• **Dataset records**
::::::::

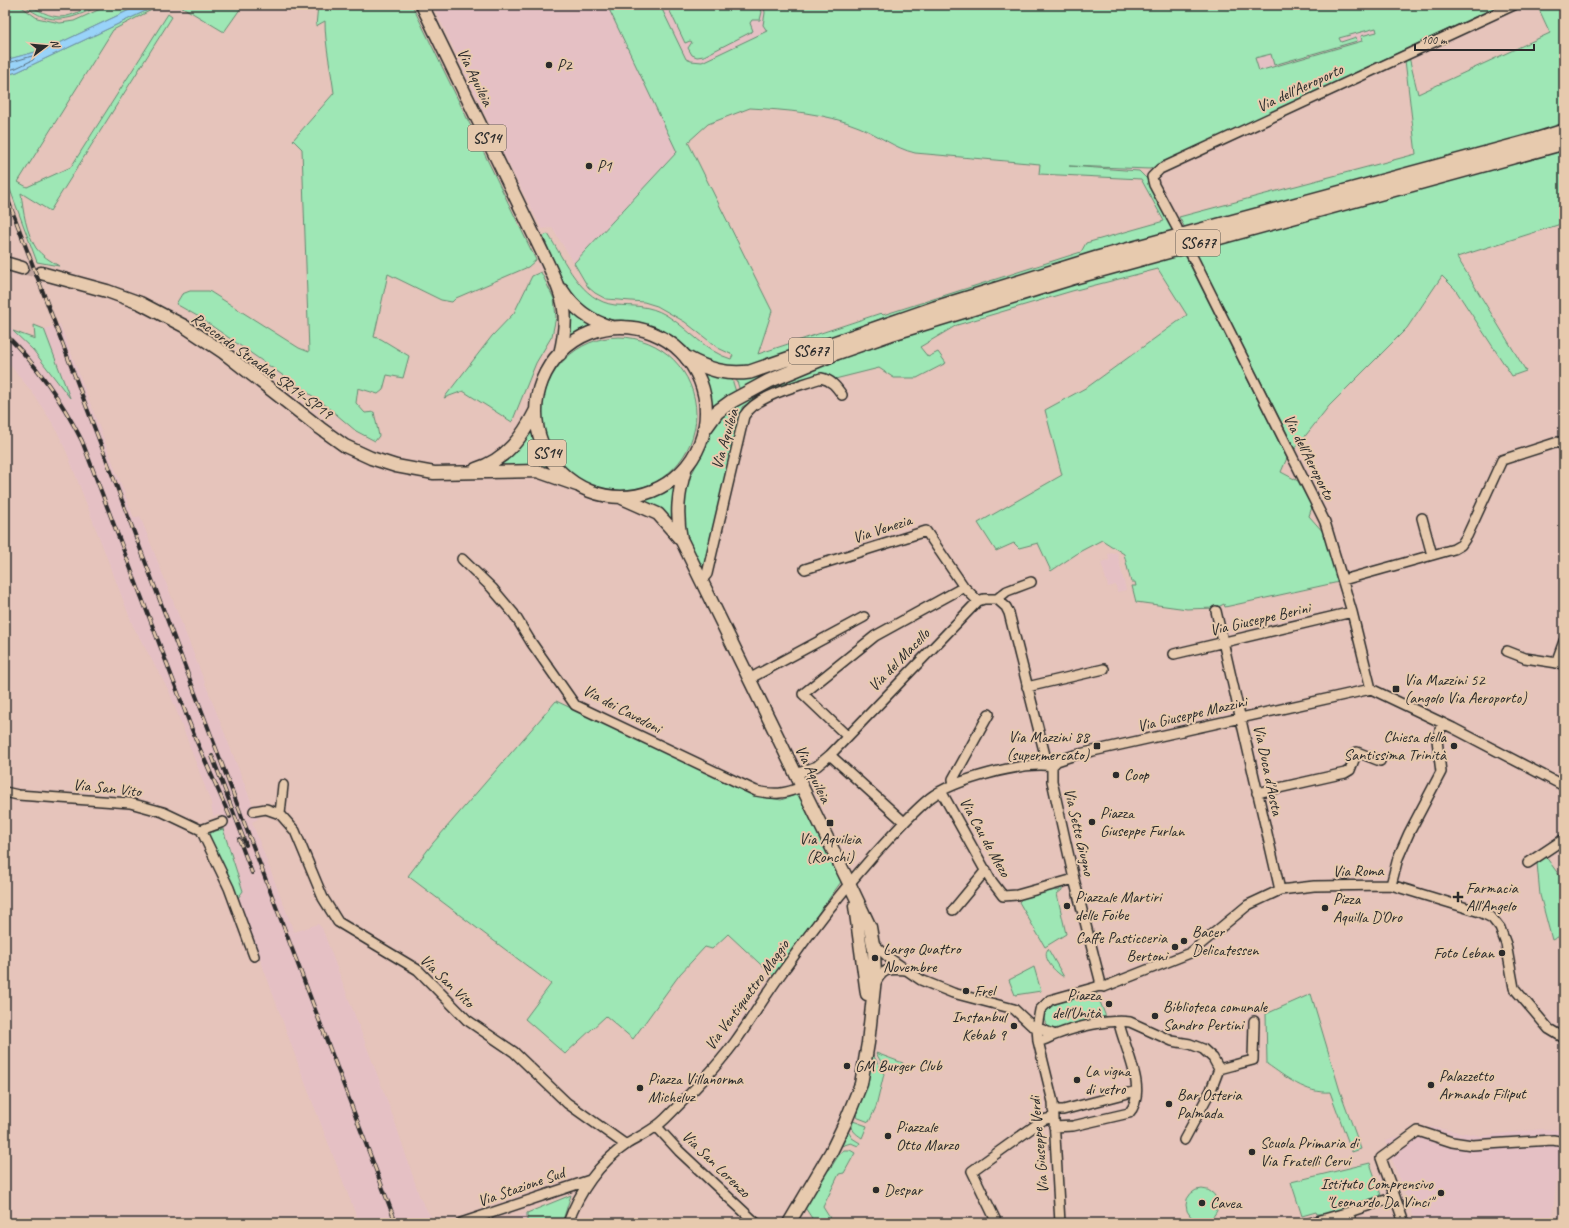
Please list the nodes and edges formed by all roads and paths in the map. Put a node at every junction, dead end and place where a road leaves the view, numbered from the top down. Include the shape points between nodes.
1 (422, 5) edge
2 (1514, 5) edge
3 (1564, 131) edge
4 (1564, 143) edge
5 (1177, 228) dead end
6 (1189, 250) dead end
7 (5, 263) edge
8 (22, 268) tunnel mouth
9 (551, 272) junction
10 (41, 273) tunnel mouth
11 (615, 328) junction
12 (560, 354) junction
13 (688, 358) junction
14 (842, 395) dead end
15 (536, 410) junction
16 (704, 430) junction
17 (1564, 446) edge
18 (685, 469) junction
19 (465, 472) junction
20 (577, 485) junction
21 (622, 498) junction
22 (1422, 518) dead end
23 (682, 541) junction
24 (1432, 555) junction
25 (462, 559) dead end
26 (805, 569) dead end
27 (702, 580) junction
28 (1343, 580) junction
29 (1031, 582) dead end
30 (964, 587) junction
31 (997, 599) junction
32 (978, 601) junction
33 (1216, 610) dead end
34 (1352, 612) junction
35 (864, 617) dead end
36 (1564, 641) edge
37 (1224, 643) junction
38 (1507, 651) dead end
39 (1174, 654) dead end
40 (1560, 664) edge
41 (1104, 669) dead end
42 (749, 678) junction
43 (1027, 687) junction
44 (1371, 689) junction
45 (989, 714) dead end
46 (1242, 718) junction
47 (1442, 723) junction
48 (847, 736) junction
49 (830, 755) junction
50 (1380, 761) dead end
51 (1052, 766) junction
52 (796, 774) junction
53 (283, 785) dead end
54 (954, 785) junction
55 (1564, 786) edge
56 (802, 787) junction
57 (941, 791) junction
58 (5, 792) edge
59 (1257, 793) junction
60 (254, 811) dead end
61 (280, 814) junction
62 (223, 822) dead end
63 (904, 822) junction
64 (201, 830) junction
65 (1564, 839) edge
66 (1528, 863) dead end
67 (986, 870) junction
68 (1074, 879) junction
69 (849, 883) junction
70 (1391, 885) junction
71 (1280, 890) junction
72 (855, 907) junction
73 (953, 910) dead end
74 (874, 944) junction
75 (254, 956) dead end
76 (905, 970) junction
77 (874, 985) junction
78 (1100, 986) junction
79 (1254, 1021) dead end
80 (1119, 1023) junction
81 (1037, 1027) junction
82 (1056, 1035) junction
83 (1564, 1038) edge
84 (868, 1040) junction
85 (1038, 1041) junction
86 (1219, 1069) junction
87 (1136, 1091) junction
88 (1063, 1110) junction
89 (1053, 1113) junction
90 (657, 1126) junction
91 (1054, 1127) junction
92 (1068, 1127) junction
93 (1184, 1140) dead end
94 (1564, 1142) edge
95 (626, 1145) junction
96 (590, 1180) junction
97 (1395, 1197) junction
98 (1349, 1212) junction
99 (461, 1223) edge
100 (568, 1223) edge
101 (756, 1223) edge
102 (789, 1223) edge
103 (997, 1223) edge
104 (1060, 1223) edge
105 (1310, 1223) edge
106 (1351, 1223) edge
107 (1404, 1223) edge

1 - 9 main road, Via Aquileia / SS14
2 - 5 street, Via dell'Aeroporto via 1160,169 1152,177 1154,185
3 - 13 highway, SS677 via 1097,258 935,308 750,372 718,372 702,367
4 - 16 highway, SS677 via 1072,278 890,334 769,381 717,412
6 - 28 street, Via dell'Aeroporto via 1325,522
7 - 8 main road
9 - 11 main road, Via Aquileia / SS14 via 567,297 585,316
9 - 12 main road, Via Aquileia / SS14 via 564,302 566,320
10 - 19 main road, Raccordo Stradale SR14-SP19 via 114,294 184,326 223,352 345,446 383,463 434,473
11 - 12 main road, SS14 via 589,334 572,343
11 - 13 main road, SS14 via 647,331 676,347
12 - 15 main road, SS14 via 543,380
13 - 16 main road, SS14 via 703,388 706,404
14 - 27 street, Via Aquileia via 827,379 821,378 764,398 749,409 744,416 707,574
15 - 19 main road, Raccordo Stradale SR14-SP19 via 517,443 508,451 494,461
15 - 20 main road, SS14 via 540,436 551,461 562,474
16 - 18 main road, SS14 via 695,456
17 - 24 street via 1558,442 1502,460 1461,545
18 - 21 main road, SS14 via 658,489 644,495
18 - 23 main road, Via Aquileia / SS14 via 678,499 677,519
19 - 20 main road, Raccordo Stradale SR14-SP19 via 537,471
20 - 21 main road, SS14 via 602,495
21 - 23 main road, Via Aquileia / SS14 via 658,514
22 - 24 street
23 - 27 main road, Via Aquileia / SS14
24 - 28 street
25 - 56 street, Via dei Cavedoni via 514,614 574,704 756,791 772,795
26 - 30 street, Via Venezia via 926,531
27 - 42 main road, Via Aquileia
28 - 34 street, Via dell'Aeroporto
29 - 31 street via 1007,591
30 - 32 street, Via Venezia
30 - 48 street via 875,636 803,694
31 - 32 street via 984,598
31 - 43 street, Via Sette Giugno via 1009,613
32 - 48 street, Via del Macello
33 - 37 street, Via Duca d'Aosta
34 - 37 street, Via Giuseppe Berini
34 - 44 street, Via dell'Aeroporto
35 - 42 street
36 - 40 street
37 - 39 street, Via Giuseppe Berini
37 - 46 street, Via Duca d'Aosta
38 - 40 street via 1525,658
41 - 43 street
42 - 52 main road, Via Aquileia
43 - 51 street, Via Sette Giugno via 1044,755
44 - 46 street, Via Giuseppe Mazzini
44 - 47 street
45 - 54 street via 953,779
46 - 51 street, Via Giuseppe Mazzini via 1075,756 1057,761
46 - 59 street, Via Duca d'Aosta
47 - 55 street
47 - 70 street via 1437,740 1441,772 1409,833 1398,858
48 - 49 street, Via del Macello
49 - 52 street, Via del Macello via 817,766
49 - 63 street
50 - 59 street via 1357,752 1350,770 1345,774
51 - 54 street, Via Giuseppe Mazzini via 1040,764
51 - 68 street, Via Sette Giugno via 1052,781
52 - 56 main road, Via Aquileia
53 - 61 street
54 - 57 street, Via Giuseppe Mazzini
56 - 69 main road, Via Aquileia
57 - 63 street, Via Giuseppe Mazzini
57 - 67 street, Via Cau de Mezo
58 - 64 street, Via San Vito via 130,803 163,812
59 - 71 street, Via Duca d'Aosta
60 - 61 street via 266,810
61 - 95 street, Via San Vito via 295,831 323,898 338,922 418,970 467,1020 514,1052 567,1104
62 - 64 street
63 - 69 street, Via Giuseppe Mazzini
64 - 75 street via 229,888
65 - 66 street
67 - 68 street, Via Cau de Mezo via 997,890 1006,897 1063,884
67 - 73 street
68 - 78 street, Via Sette Giugno
69 - 72 main road
69 - 74 main road via 870,928
69 - 90 street, Via Ventiquattro Maggio via 785,967 734,1043 689,1095
70 - 71 street, Via Roma via 1314,886
70 - 83 street, Via Roma via 1492,918 1500,928 1506,944 1514,988 1549,1029
71 - 78 street, Via Roma via 1248,905 1190,952 1104,987
72 - 74 street via 868,938
72 - 84 main road via 867,987
74 - 76 street
74 - 77 main road
76 - 77 street via 884,971
76 - 81 street via 920,980 953,993 1014,1009 1031,1025
77 - 84 main road
78 - 81 street via 1050,1000 1040,1010
79 - 86 street via 1253,1060
80 - 82 street via 1110,1021
80 - 86 street via 1130,1022 1177,1043 1195,1046 1213,1058
80 - 87 street via 1136,1079
81 - 82 street
81 - 85 street
82 - 85 street
84 - 102 main road via 860,1084 845,1123
85 - 89 street, Via Giuseppe Verdi
86 - 93 street via 1208,1097
87 - 88 street
87 - 92 street via 1133,1108 1129,1113
88 - 89 street
88 - 92 street via 1062,1119
89 - 91 street, Via Giuseppe Verdi
89 - 103 street via 972,1171
90 - 95 street, Via Ventiquattro Maggio
90 - 101 street, Via San Lorenzo via 679,1151
91 - 92 street
91 - 104 street, Via Giuseppe Verdi
94 - 97 street via 1553,1140 1472,1145 1452,1142 1418,1131 1381,1158
95 - 96 street, Via Ventiquattro Maggio
96 - 99 street, Via Stazione Sud
96 - 100 street, Via Ventiquattro Maggio via 576,1202
97 - 98 street
97 - 107 street
98 - 105 street
98 - 106 street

::::::::

• **Exercise directions**
Work out how many lines contain the word "Giugno" in the records, and answer with the number only.

• **Solution**
4